*Exercise directions*:
When copying the records below, keep every word as it is and drop the images.

··· Input data ···

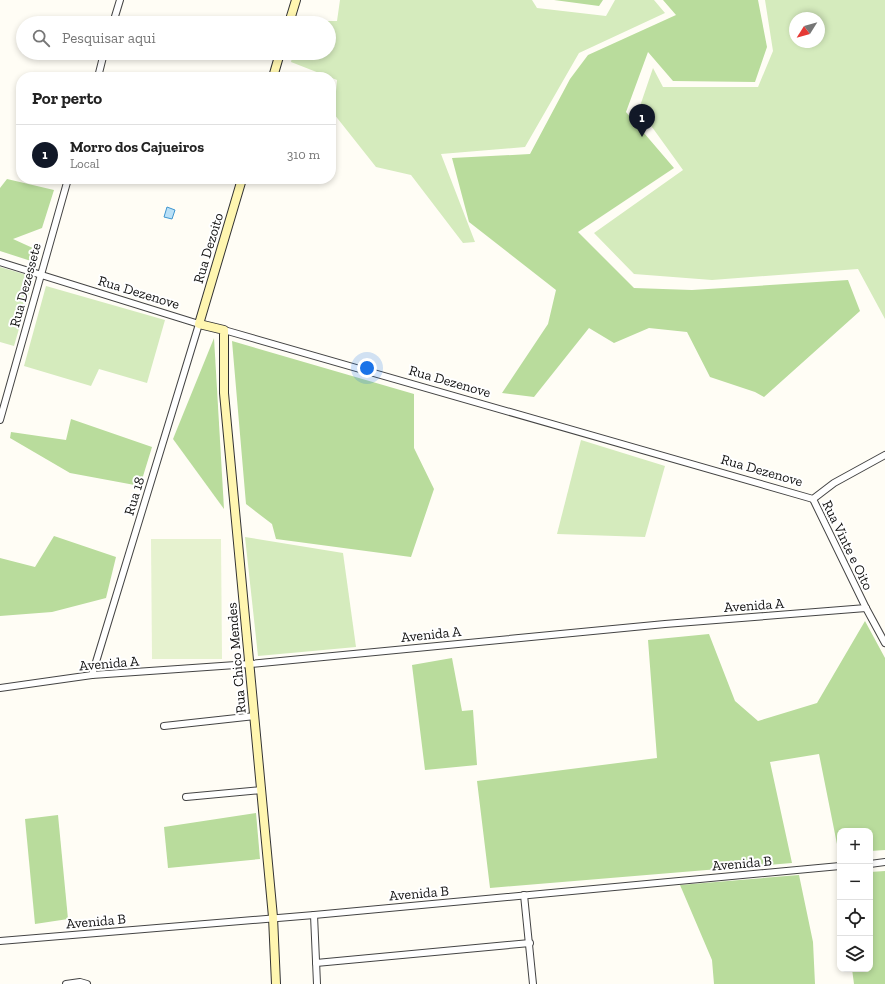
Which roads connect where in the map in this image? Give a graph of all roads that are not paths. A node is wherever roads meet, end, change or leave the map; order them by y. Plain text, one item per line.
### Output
1 (120, 0) edge
2 (296, 0) edge
3 (115, 16) edge
4 (291, 16) edge
5 (102, 60) edge
6 (278, 60) edge
7 (99, 72) edge
8 (274, 72) edge
9 (67, 184) edge
10 (241, 184) edge
11 (0, 262) edge
12 (40, 275) junction
13 (199, 324) junction
14 (224, 330) junction
15 (0, 420) edge
16 (885, 455) edge
17 (813, 499) junction
18 (866, 608) junction
19 (885, 643) edge
20 (250, 664) junction
21 (92, 675) junction
22 (0, 688) edge
23 (255, 716) junction
24 (164, 726) dead end
25 (262, 790) junction
26 (186, 797) dead end
27 (885, 862) edge
28 (873, 864) edge
29 (837, 866) edge
30 (524, 895) junction
31 (314, 915) junction
32 (273, 917) junction
33 (0, 941) edge
34 (530, 943) junction
35 (316, 964) junction
36 (66, 984) edge
37 (87, 984) edge
38 (276, 984) edge
39 (317, 984) edge
40 (533, 984) edge

1 - 3 street
2 - 4 main road
5 - 7 street
6 - 8 main road
9 - 12 street, Rua Dezessete
10 - 13 main road, Rua Dezoito
11 - 12 street, Rua Dezenove
12 - 13 street, Rua Dezenove
12 - 15 street, Rua Dezessete
13 - 14 main road, Rua Dezenove
13 - 21 street, Rua 18
14 - 17 street, Rua Dezenove
14 - 20 main road, Rua Chico Mendes
16 - 17 street, Rua Dezenove
17 - 18 street, Rua Vinte e Oito
18 - 19 street, Rua Vinte e Oito
18 - 20 street, Avenida A
20 - 21 street, Avenida A
20 - 23 main road, Rua Chico Mendes
21 - 22 street, Avenida A
23 - 24 street
23 - 25 main road, Rua Chico Mendes
25 - 26 street
25 - 32 main road, Rua Chico Mendes
27 - 28 street
29 - 30 street, Avenida B
30 - 31 street, Avenida B
30 - 34 street
31 - 32 street, Avenida B
31 - 35 street
32 - 33 street, Avenida B
32 - 38 main road, Rua Chico Mendes
34 - 35 street
34 - 40 street
35 - 39 street
36 - 37 street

···

*Task output*:
Which roads connect where in the map in this image? Give a graph of all roads that are not paths. A node is wherever roads meet, end, change or leave the map; order them by y. Plain text, one item per line.
### Output
1 (120, 0) edge
2 (296, 0) edge
3 (115, 16) edge
4 (291, 16) edge
5 (102, 60) edge
6 (278, 60) edge
7 (99, 72) edge
8 (274, 72) edge
9 (67, 184) edge
10 (241, 184) edge
11 (0, 262) edge
12 (40, 275) junction
13 (199, 324) junction
14 (224, 330) junction
15 (0, 420) edge
16 (885, 455) edge
17 (813, 499) junction
18 (866, 608) junction
19 (885, 643) edge
20 (250, 664) junction
21 (92, 675) junction
22 (0, 688) edge
23 (255, 716) junction
24 (164, 726) dead end
25 (262, 790) junction
26 (186, 797) dead end
27 (885, 862) edge
28 (873, 864) edge
29 (837, 866) edge
30 (524, 895) junction
31 (314, 915) junction
32 (273, 917) junction
33 (0, 941) edge
34 (530, 943) junction
35 (316, 964) junction
36 (66, 984) edge
37 (87, 984) edge
38 (276, 984) edge
39 (317, 984) edge
40 (533, 984) edge

1 - 3 street
2 - 4 main road
5 - 7 street
6 - 8 main road
9 - 12 street, Rua Dezessete
10 - 13 main road, Rua Dezoito
11 - 12 street, Rua Dezenove
12 - 13 street, Rua Dezenove
12 - 15 street, Rua Dezessete
13 - 14 main road, Rua Dezenove
13 - 21 street, Rua 18
14 - 17 street, Rua Dezenove
14 - 20 main road, Rua Chico Mendes
16 - 17 street, Rua Dezenove
17 - 18 street, Rua Vinte e Oito
18 - 19 street, Rua Vinte e Oito
18 - 20 street, Avenida A
20 - 21 street, Avenida A
20 - 23 main road, Rua Chico Mendes
21 - 22 street, Avenida A
23 - 24 street
23 - 25 main road, Rua Chico Mendes
25 - 26 street
25 - 32 main road, Rua Chico Mendes
27 - 28 street
29 - 30 street, Avenida B
30 - 31 street, Avenida B
30 - 34 street
31 - 32 street, Avenida B
31 - 35 street
32 - 33 street, Avenida B
32 - 38 main road, Rua Chico Mendes
34 - 35 street
34 - 40 street
35 - 39 street
36 - 37 street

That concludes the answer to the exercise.